A happy holy week to Christian readers and happy Passover to Jewish readers. I’ve already shared previously some of the most relevant links I’ve come across – such as the social media Exodus – but a few things I’ve seen appear on blogs over the past few days seem to be worth sharing, and somehow interconnected.
On the one hand, Duane Galbraith is discussing Maurice Casey’s recent book Jesus of Nazareth: An independent historian’s account of his life and teaching. I admit I was rather astonished to find him characterizing as mainstream a New Testament scholar as James D. G. Dunn as a “Conservative Christian apologist.” Dunn, in his The Evidence for Jesus, actually makes much the same point that Casey does about belief in an exalted, vindicated and even a raised Jesus not requiring an empty tomb or a missing body. And I’m not as confident as Casey that there was a complete disinterest in the place of Jesus’ burial, whether empty or not. Be that as it may, Casey seems to accept that Jesus would have been buried in a common tomb for criminals, and that seems to me as well to be probably correct.
On the other hand, Brian LePort is blogging through Michael Licona’s book, The Resurrection of Jesus: A New Historiographical Approach. It seems to me that the attempt to find ways to get history to investigate and pronounce on miracles is misguided. It doesn’t seem that any methodological adjustments will allow one to claim that it is more probable that a miracle occurred than that either a miracle story was fabricated, or a mundane event took on supernatural interpretations in the course of retelling. History deals in probabilities, and miracles are by definition improbable.

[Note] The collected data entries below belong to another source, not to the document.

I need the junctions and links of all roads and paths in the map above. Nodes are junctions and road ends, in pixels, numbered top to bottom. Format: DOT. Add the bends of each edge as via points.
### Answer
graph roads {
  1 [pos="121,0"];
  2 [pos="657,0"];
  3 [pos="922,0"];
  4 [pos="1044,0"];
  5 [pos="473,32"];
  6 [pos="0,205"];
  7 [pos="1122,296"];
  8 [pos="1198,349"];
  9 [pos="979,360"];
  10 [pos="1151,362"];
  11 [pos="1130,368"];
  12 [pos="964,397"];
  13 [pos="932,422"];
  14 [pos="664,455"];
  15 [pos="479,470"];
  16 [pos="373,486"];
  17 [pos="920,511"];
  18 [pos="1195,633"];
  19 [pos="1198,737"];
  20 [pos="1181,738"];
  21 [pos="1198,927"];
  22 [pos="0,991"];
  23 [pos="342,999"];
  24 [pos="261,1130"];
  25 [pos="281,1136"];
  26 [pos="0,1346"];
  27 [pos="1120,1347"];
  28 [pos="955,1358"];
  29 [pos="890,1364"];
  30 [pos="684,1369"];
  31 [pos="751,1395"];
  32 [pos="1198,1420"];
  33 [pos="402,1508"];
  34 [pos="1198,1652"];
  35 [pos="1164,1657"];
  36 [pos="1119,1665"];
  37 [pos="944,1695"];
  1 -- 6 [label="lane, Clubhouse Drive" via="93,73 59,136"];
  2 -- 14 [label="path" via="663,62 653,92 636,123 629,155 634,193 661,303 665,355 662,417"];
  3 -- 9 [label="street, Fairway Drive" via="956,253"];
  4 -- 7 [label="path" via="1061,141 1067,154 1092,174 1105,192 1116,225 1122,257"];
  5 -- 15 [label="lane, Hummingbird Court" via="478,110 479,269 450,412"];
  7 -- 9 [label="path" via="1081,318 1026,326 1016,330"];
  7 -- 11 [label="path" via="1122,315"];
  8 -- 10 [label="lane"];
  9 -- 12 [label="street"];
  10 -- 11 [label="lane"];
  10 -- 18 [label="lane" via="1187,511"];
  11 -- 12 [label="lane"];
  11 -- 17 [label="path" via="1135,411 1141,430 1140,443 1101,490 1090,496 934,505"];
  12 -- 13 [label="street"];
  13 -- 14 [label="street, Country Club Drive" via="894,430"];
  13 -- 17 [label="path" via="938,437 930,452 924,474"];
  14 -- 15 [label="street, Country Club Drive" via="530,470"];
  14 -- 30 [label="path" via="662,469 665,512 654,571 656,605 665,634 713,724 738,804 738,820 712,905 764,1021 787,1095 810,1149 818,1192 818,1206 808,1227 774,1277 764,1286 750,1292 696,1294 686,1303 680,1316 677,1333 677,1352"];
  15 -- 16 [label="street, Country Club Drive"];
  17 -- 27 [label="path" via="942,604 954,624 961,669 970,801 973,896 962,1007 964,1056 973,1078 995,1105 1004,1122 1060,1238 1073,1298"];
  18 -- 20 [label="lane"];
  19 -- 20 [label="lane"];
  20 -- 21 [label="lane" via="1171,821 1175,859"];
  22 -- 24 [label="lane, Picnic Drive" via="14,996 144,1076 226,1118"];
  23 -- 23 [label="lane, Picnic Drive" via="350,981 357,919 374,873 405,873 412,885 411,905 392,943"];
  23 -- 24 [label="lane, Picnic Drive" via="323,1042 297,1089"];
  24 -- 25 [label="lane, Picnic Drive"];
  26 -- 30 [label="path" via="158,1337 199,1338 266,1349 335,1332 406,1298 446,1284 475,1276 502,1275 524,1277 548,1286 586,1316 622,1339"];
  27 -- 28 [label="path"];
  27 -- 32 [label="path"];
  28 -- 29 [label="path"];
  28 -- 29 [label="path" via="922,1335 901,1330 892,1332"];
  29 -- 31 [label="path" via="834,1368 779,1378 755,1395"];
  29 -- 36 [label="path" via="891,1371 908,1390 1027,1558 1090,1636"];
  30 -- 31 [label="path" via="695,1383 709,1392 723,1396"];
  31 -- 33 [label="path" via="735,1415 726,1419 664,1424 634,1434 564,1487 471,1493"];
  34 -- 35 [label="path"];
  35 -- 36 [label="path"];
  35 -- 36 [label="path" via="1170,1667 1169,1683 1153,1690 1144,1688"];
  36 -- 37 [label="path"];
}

But I was struck by the fact that neither of these blog series made the impression on me that Ricky Gervais’ Easter message (HT Hemant Mehta). An atheist’s Easter message might immediately raise eyebrows among Christians, but there is something to Gervais’ description of himself as a “Good ‘Christian’ who doesn’t believe in God.” At the very least, I suspect that if there were more Christians like Ricky Gervais, there might be fewer atheists like Ricky Gervais. Rethinking notions of God in light of new scientific information and experience is something that Christians have always done and need to continue to do. It is far more often the hypocrisy and lovelessness of Christians – the unchristianness of Christians – that leads people to reject the whole package of Christianity altogether, rather than seeking to adjust and improve it.
On a related note, Jeri Massi suggests that if Paul were writing Romans today, he might write of today’s fundamentalist Christians that because of their evil and unrepentant attitudes, “God gave them over” to scandalous affairs, child molestation, and much else. Fundamentalists are fond of quoting Romans 1 in contemporary culture-war contexts, and miss the point, which requires, among other things, that one continue reading into chapter 2.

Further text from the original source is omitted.